La situazione è precipitata nelle ultime 48 ore. I segnali preoccupanti sono arrivati inizialmente dalle Borse che hanno registrato non solo forti ribassi, ma anche errori tecnici e incursioni della speculazione pronta a vendere titoli convinta di poter ricomprare a prezzi inferiori, scommessa che si è rivelata vincente. Ma a rendere evidente a banchieri centrali prima e a governi poi che la situazione rischiava di precipitare è stata ancora una volta una crisi di fiducia.
Le banche sui mercati interbancari hanno iniziato a registrare difficoltà nel trovare altri istituti che prestassero loro denaro se non a tassi di interesse maggiorati. Hanno poi iniziato a impennarsi i prezzi dei famigerati Credit default swaps (quella sorta di polizza che gli operatori di mercato usano per assicurarsi contro il possibile non rimborso dei titoli di Stato e quindi il fallimento dello Stato stesso). E se fino a qualche giorno fa questo era accaduto per i Paesi deboli della zona euro come Grecia, Portogallo, Spagna, di colpo anche l’Italia ha iniziato a soffrire. Questo nonostante una situazione di conti pubblici da tutti riconosciuta come solida pur a fronte di un debito pubblico elevato. Mettendo in discussione la solidità della settima potenza industriale al mondo è stato chiaro che a venir meno era la fiducia sulla intera area dell’euro.

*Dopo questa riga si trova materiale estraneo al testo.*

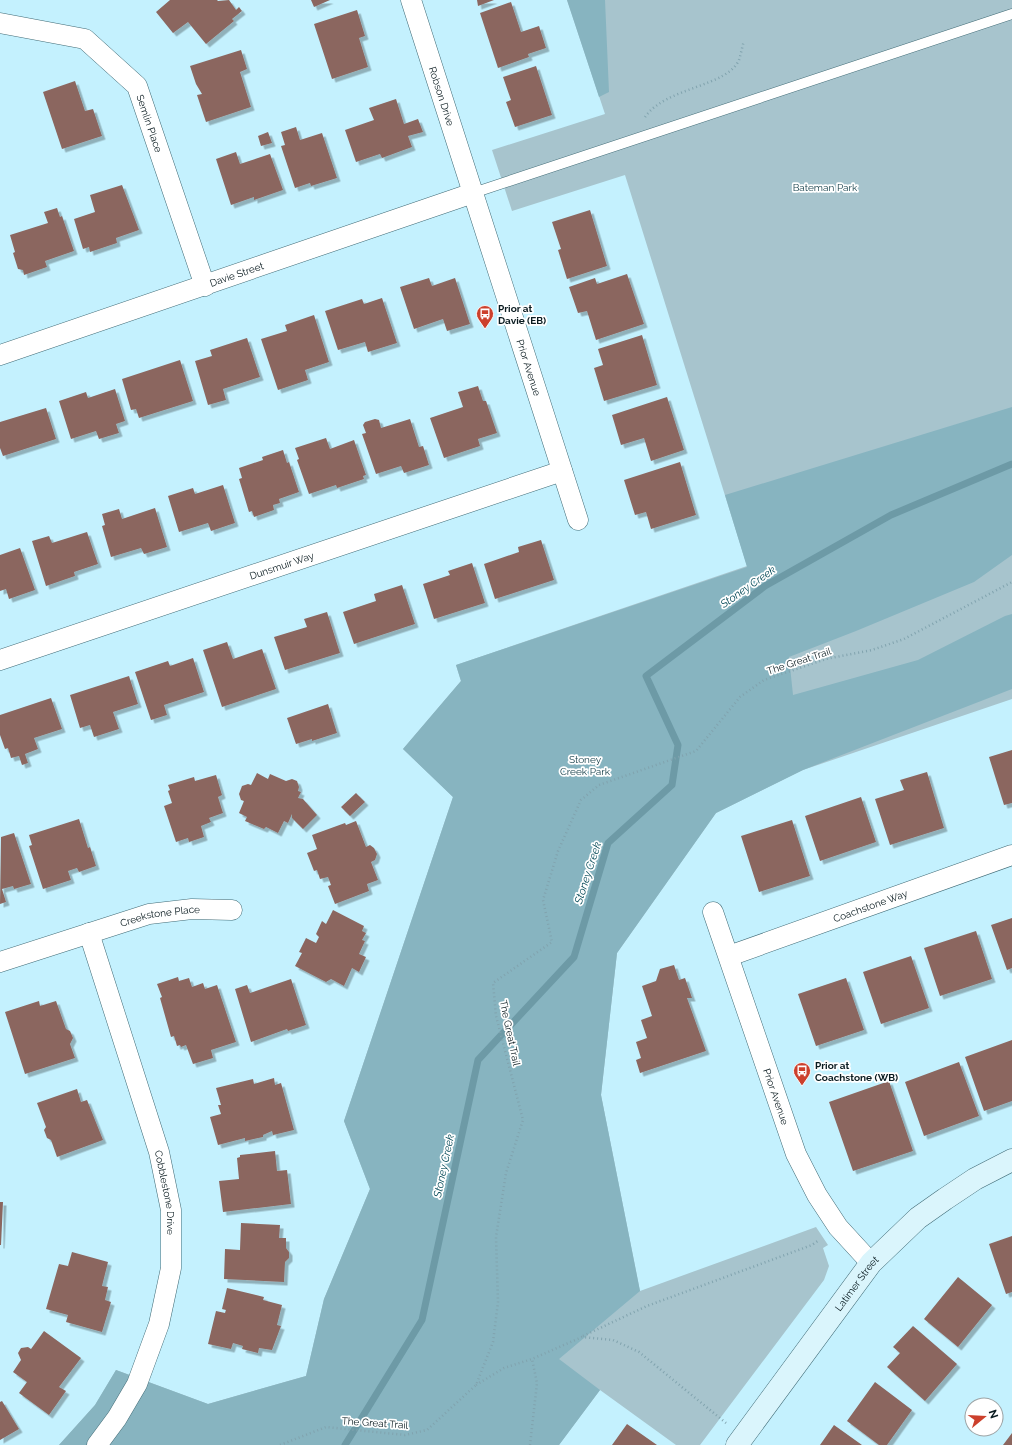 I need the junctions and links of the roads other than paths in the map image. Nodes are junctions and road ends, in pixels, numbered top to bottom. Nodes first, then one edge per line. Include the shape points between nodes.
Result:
1 (411, 0) edge
2 (1012, 14) edge
3 (0, 23) edge
4 (473, 193) junction
5 (205, 286) junction
6 (0, 355) edge
7 (562, 471) junction
8 (578, 520) dead end
9 (0, 660) edge
10 (1012, 855) edge
11 (232, 910) dead end
12 (713, 912) dead end
13 (89, 933) junction
14 (729, 956) junction
15 (0, 962) edge
16 (1012, 1160) edge
17 (871, 1263) junction
18 (740, 1441) edge
19 (97, 1445) edge

1 - 4 street, Robson Drive
2 - 4 lane
3 - 5 street, Semlin Place via 85,39 137,86
4 - 5 street, Davie Street
4 - 7 street, Prior Avenue
5 - 6 street, Davie Street
7 - 8 street, Prior Avenue
7 - 9 street, Dunsmuir Way
10 - 14 street, Coachstone Way
11 - 13 street, Creekstone Place via 192,909 149,914
12 - 14 street, Prior Avenue
13 - 15 street, Creekstone Place
13 - 19 street, Cobblestone Drive via 159,1152 171,1210 171,1268 159,1324 137,1384
14 - 17 street, Prior Avenue via 796,1154 817,1195 838,1227
16 - 17 street, Latimer Street via 975,1179 918,1218
17 - 18 street, Latimer Street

Per troppi mesi l’Unione europea e anche la stessa Banca centrale, hanno pensato che la moneta unica potesse garantire di per sé senza alcun tipo di azione, uno schermo eterno e impenetrabile. Ma se l’euro è uno non tutti i Paesi sono uguali: ecco dove è stato l’errore. L’Europa deve essere unita nel reagire e a maggior ragione deve esserlo il governo italiano. Governo, e va a suo merito, che a Bruxelles ha avuto un ruolo decisivo. Ora la politica dia una risposta forte. Si evitino liti su temi marginali, senza falsi ottimismi si dica che anche l’Italia non è immune dalla crisi. Averne consapevolezza ci aiuterà a superare prove che in futuro potranno rivelarsi difficili. (Corriere della Sera)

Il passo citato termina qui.